Re: [PATCH bpf-next v1 3/5] bpf: Introduce cgroup iter

Hao Luo <haoluo@xxxxxxxxxx> · Fri, 20 May 2022 10:30:30 -0700

Hi Tejun,

On Fri, May 20, 2022 at 1:11 AM Tejun Heo <tj@xxxxxxxxxx> wrote:
>
> Hello,
>
> On Fri, May 20, 2022 at 12:58:52AM -0700, Yosry Ahmed wrote:
> > On Fri, May 20, 2022 at 12:41 AM Tejun Heo <tj@xxxxxxxxxx> wrote:
> > >
> > > On Fri, May 20, 2022 at 01:21:31AM +0000, Yosry Ahmed wrote:
> > > > From: Hao Luo <haoluo@xxxxxxxxxx>
> > > >
> > > > Introduce a new type of iter prog: cgroup. Unlike other bpf_iter, this
> > > > iter doesn't iterate a set of kernel objects. Instead, it is supposed to
> > > > be parameterized by a cgroup id and prints only that cgroup. So one
> > > > needs to specify a target cgroup id when attaching this iter. The target
> > > > cgroup's state can be read out via a link of this iter.
> > > >
> > > > Signed-off-by: Hao Luo <haoluo@xxxxxxxxxx>
> > > > Signed-off-by: Yosry Ahmed <yosryahmed@xxxxxxxxxx>
> > >
> > > This could be me not understanding why it's structured this way but it keeps
> > > bothering me that this is adding a cgroup iterator which doesn't iterate
> > > cgroups. If all that's needed is extracting information from a specific
> > > cgroup, why does this need to be an iterator? e.g. why can't I use
> > > BPF_PROG_TEST_RUN which looks up the cgroup with the provided ID, flushes
> > > rstat, retrieves whatever information necessary and returns that as the
> > > result?
> >
> > I will let Hao and Yonghong reply here as they have a lot more
> > context, and they had previous discussions about cgroup_iter. I just
> > want to say that exposing the stats in a file is extremely convenient
> > for userspace apps. It becomes very similar to reading stats from
> > cgroupfs. It also makes migrating cgroup stats that we have
> > implemented in the kernel to BPF a lot easier.
>
> So, if it were upto me, I'd rather direct energy towards making retrieving
> information through TEST_RUN_PROG easier rather than clinging to making
> kernel output text. I get that text interface is familiar but it kinda
> sucks in many ways.
>

Tejun, could you explain more about the downside of text interfaces
and why TEST_RUN_PROG would address the problems in text output? From
the discussion we had last time, I understand that your concern was
the unstable interface if we introduce bpf files in cgroupfs, so we
are moving toward replicating the directory structure in bpffs. But I
am not sure about the issue of text format output

> > AFAIK there are also discussions about using overlayfs to have links
> > to the bpffs files in cgroupfs, which makes it even better. So I would
> > really prefer keeping the approach we have here of reading stats
> > through a file from userspace. As for how we go about this (and why a
> > cgroup iterator doesn't iterate cgroups) I will leave this for Hao and
> > Yonghong to explain the rationale behind it. Ideally we can keep the
> > same functionality under a more descriptive name/type.
>
> My answer would be the same here. You guys seem dead set on making the
> kernel emulate cgroup1. I'm not gonna explicitly block that but would
> strongly suggest having a longer term view.
>

The reason why Yosry and I are still pushing toward this direction is
that our user space applications rely heavily on extracting
information from text output for cgroups. Please understand that
migrating them from the traditional model to a new model is a bigger
pain. But I agree that if we have a better, concrete solution (for
example, maybe TEST_RUN_PROG) to convince them and help them migrate,
I really would love to contribute and work on it.

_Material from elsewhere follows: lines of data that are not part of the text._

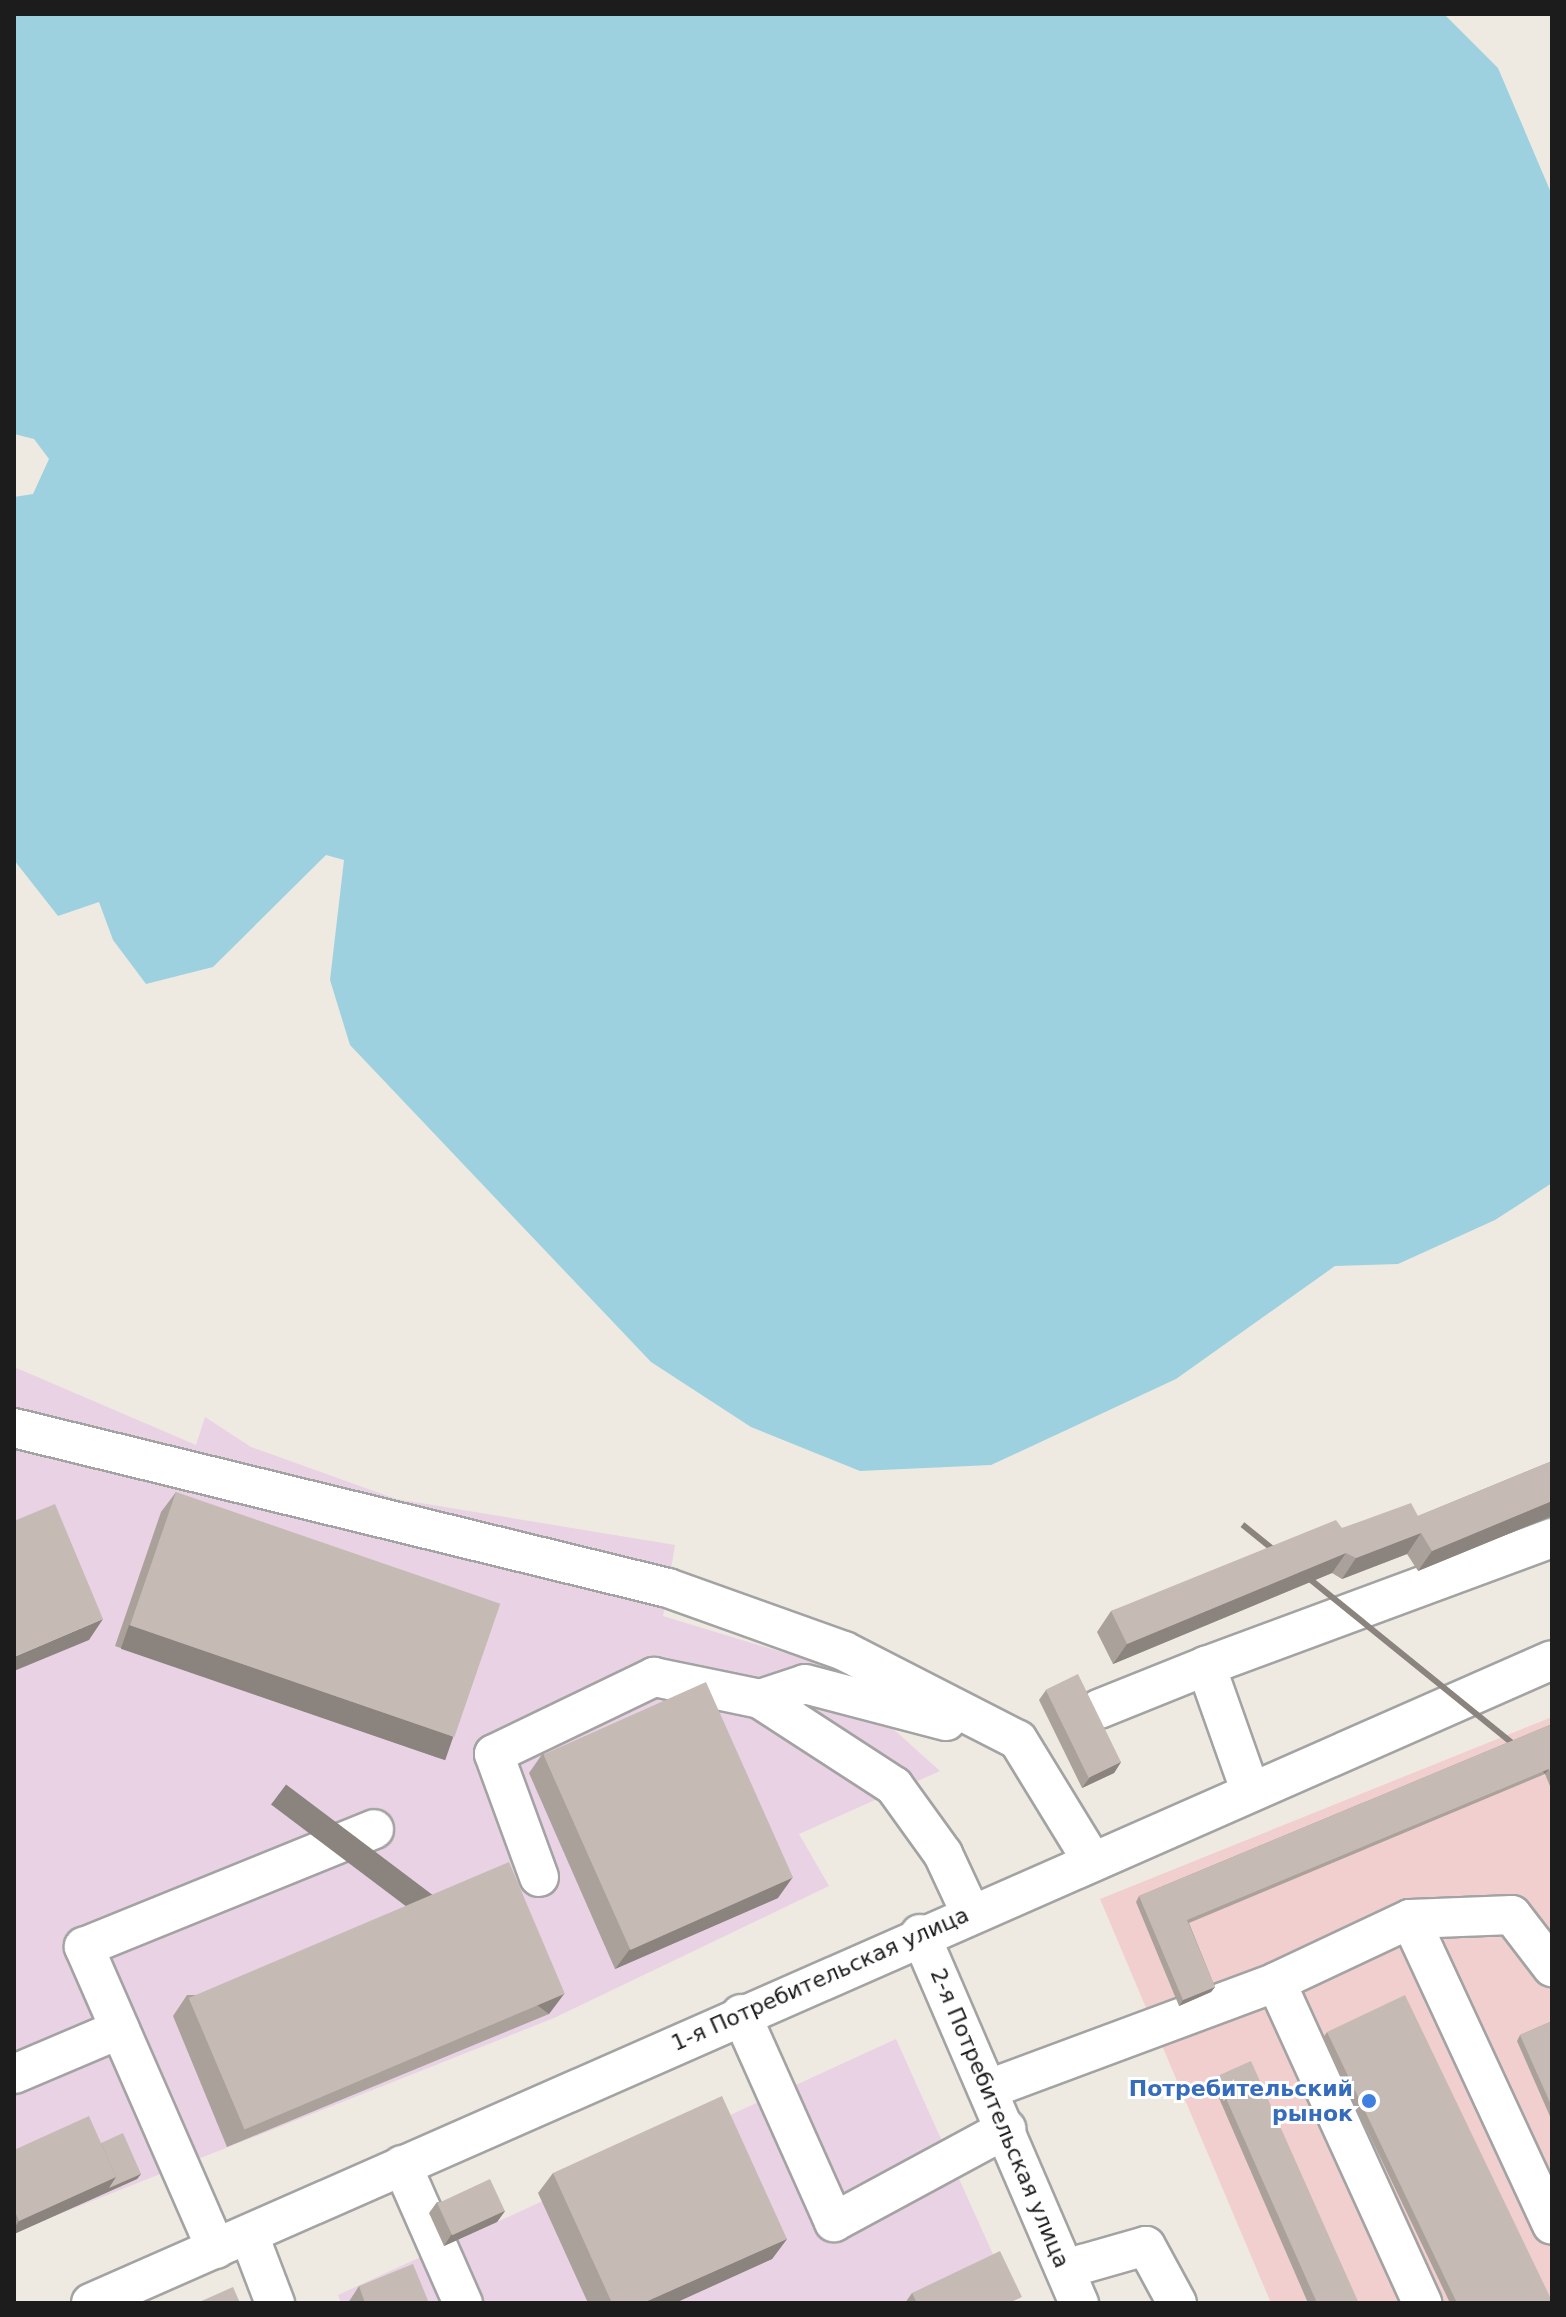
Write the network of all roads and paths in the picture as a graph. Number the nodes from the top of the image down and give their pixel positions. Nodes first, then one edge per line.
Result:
1 (14, 1428) edge
2 (1552, 1538) edge
3 (1552, 1660) edge
4 (1206, 1666) junction
5 (760, 1699) junction
6 (1099, 1709) edge
7 (1018, 1740) junction
8 (1250, 1790) junction
9 (374, 1829) dead end
10 (1091, 1859) junction
11 (539, 1877) dead end
12 (970, 1912) junction
13 (1410, 1919) junction
14 (920, 1934) junction
15 (1552, 1967) edge
16 (1276, 1982) junction
17 (741, 2014) junction
18 (120, 2029) junction
19 (14, 2074) edge
20 (989, 2089) junction
21 (1006, 2129) junction
22 (402, 2165) junction
23 (1552, 2225) edge
24 (232, 2242) junction
25 (1072, 2286) edge
26 (91, 2303) edge
27 (275, 2303) edge
28 (463, 2303) edge
29 (1177, 2303) edge
30 (1422, 2303) edge

1 - 7 street
2 - 4 street
3 - 8 street, 1-я Потребительская улица
4 - 6 street
4 - 8 street
5 - 7 street
5 - 11 street
5 - 12 street
7 - 10 street
8 - 10 street, 1-я Потребительская улица
9 - 18 street
10 - 12 street, 1-я Потребительская улица
12 - 14 street, 1-я Потребительская улица
13 - 15 street
13 - 16 street
13 - 23 street
14 - 17 street, 1-я Потребительская улица
14 - 20 street, 2-я Потребительская улица
16 - 20 street
16 - 30 street
17 - 21 street
17 - 22 street, 1-я Потребительская улица
18 - 19 street
18 - 24 street
20 - 21 street, 2-я Потребительская улица
21 - 25 street, 2-я Потребительская улица
22 - 24 street, 1-я Потребительская улица
22 - 28 street
24 - 26 street, 1-я Потребительская улица
24 - 27 street
25 - 29 street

> If you *must* do the iterator, can you at least make it a proper iterator
> which supports seeking? AFAICS there's nothing fundamentally preventing bpf
> iterators from supporting seeking. Or is it that you need something which is
> pinned to a cgroup so that you can emulate the directory structure?
>

Yonghong may comment on adding seek for bpf_iter. I would love to
contribute if we are in need of that. Right now, we don't have a use
case that needs seek for bpf_iter, I think. My thought: for cgroups,
we can seek using cgroup id. Maybe, not all kernel objects are
indexable, so seeking doesn't apply there?

Hao